USD/JPY has been on the move higher since the beginning of May and is teetering at a breakout point!  The pair had been in a downtrend since putting in pandemic highs on February 2020 and formed a bearish wedge as price traded down to 102.59 on January 6th.  The pair broke out from the wedge on January 26th and began moving higher.  The target for the breakout of a descending wedge is a 100% retracement of the wedge.  On March 30th USD/JPY reached a near-term high of 110.97 before pulling back to the 38.2% Fibonacci retracement level from those January lows to the March 30th highs, near 107.50.   That support level held, and price began moving higher once again.  The pair is holding above an upward sloping trendline from the January 6th lows and forming a rising triangle.  Last week, USD/JPY ran stops above 110.97 and put in a high of 111.11, however, the false breakout appears to be in jeopardy as the pair closed the week at 110.83.  Resistance above is at last weeks highs and then horizontal resistance at 111.70 and 112.22 (the February 2020 highs).  Support below is at the upward sloping trendline near 110.10 and then the 50 Day Moving Average at 109.91. Below there, price can fall back to the April 23rd lows near 107.47.

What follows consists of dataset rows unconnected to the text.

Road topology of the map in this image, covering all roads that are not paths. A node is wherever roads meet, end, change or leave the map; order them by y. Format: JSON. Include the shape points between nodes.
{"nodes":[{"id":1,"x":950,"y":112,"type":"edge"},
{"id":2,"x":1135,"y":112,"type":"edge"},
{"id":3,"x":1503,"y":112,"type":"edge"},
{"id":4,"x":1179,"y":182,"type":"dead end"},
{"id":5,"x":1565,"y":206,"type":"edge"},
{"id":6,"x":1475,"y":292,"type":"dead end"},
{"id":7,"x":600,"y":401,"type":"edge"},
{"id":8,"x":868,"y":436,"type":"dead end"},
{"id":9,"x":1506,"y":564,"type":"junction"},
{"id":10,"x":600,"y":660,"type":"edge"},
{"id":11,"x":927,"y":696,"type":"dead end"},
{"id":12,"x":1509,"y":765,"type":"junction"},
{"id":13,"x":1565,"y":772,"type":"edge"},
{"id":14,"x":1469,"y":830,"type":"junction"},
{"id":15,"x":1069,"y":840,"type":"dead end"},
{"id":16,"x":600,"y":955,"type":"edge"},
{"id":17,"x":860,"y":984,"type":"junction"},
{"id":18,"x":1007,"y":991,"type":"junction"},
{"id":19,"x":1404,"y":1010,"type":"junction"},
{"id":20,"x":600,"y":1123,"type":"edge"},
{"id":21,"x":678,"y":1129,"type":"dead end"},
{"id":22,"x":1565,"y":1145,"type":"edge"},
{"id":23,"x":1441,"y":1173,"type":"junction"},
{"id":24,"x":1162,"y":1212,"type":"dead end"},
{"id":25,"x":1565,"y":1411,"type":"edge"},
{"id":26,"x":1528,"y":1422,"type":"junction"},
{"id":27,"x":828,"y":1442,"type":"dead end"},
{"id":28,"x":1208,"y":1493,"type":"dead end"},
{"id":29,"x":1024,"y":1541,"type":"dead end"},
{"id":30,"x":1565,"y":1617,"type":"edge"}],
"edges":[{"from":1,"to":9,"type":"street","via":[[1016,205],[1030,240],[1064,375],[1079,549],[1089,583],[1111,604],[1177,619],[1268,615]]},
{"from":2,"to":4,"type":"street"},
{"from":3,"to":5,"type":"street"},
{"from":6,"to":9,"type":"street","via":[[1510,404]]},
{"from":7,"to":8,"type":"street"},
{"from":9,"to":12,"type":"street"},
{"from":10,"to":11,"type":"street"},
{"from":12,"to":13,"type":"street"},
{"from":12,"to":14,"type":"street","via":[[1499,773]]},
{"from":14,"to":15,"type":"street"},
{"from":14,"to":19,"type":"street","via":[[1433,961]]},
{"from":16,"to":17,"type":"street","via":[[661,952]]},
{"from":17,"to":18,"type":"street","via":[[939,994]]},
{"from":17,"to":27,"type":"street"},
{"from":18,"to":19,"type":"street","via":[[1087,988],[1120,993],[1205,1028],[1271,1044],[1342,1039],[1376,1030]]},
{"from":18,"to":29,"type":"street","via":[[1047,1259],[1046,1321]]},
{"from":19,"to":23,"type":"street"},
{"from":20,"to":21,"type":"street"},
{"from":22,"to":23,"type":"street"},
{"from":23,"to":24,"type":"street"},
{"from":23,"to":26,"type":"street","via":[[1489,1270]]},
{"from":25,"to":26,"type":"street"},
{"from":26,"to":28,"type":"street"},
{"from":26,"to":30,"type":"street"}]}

As we head into July, the markets will be looking for the next catalyst for volatility.  This week, the catalyst could be comments from central bank officials, the US infrastructure spending bill, the OPEC+ meeting, month-end/quarter-end flows, or US Non-Farm Payrolls.  Keep in mind, we are not out of the woods yet regarding the coronavirus, as the Delta variant seems to be taking over as the dominant strain.  However, it hasn’t gotten bad enough to effect central banks plans or disrupt the markets.  Always be ready for the next catalyst….It could come from anywhere!

Have a great weekend!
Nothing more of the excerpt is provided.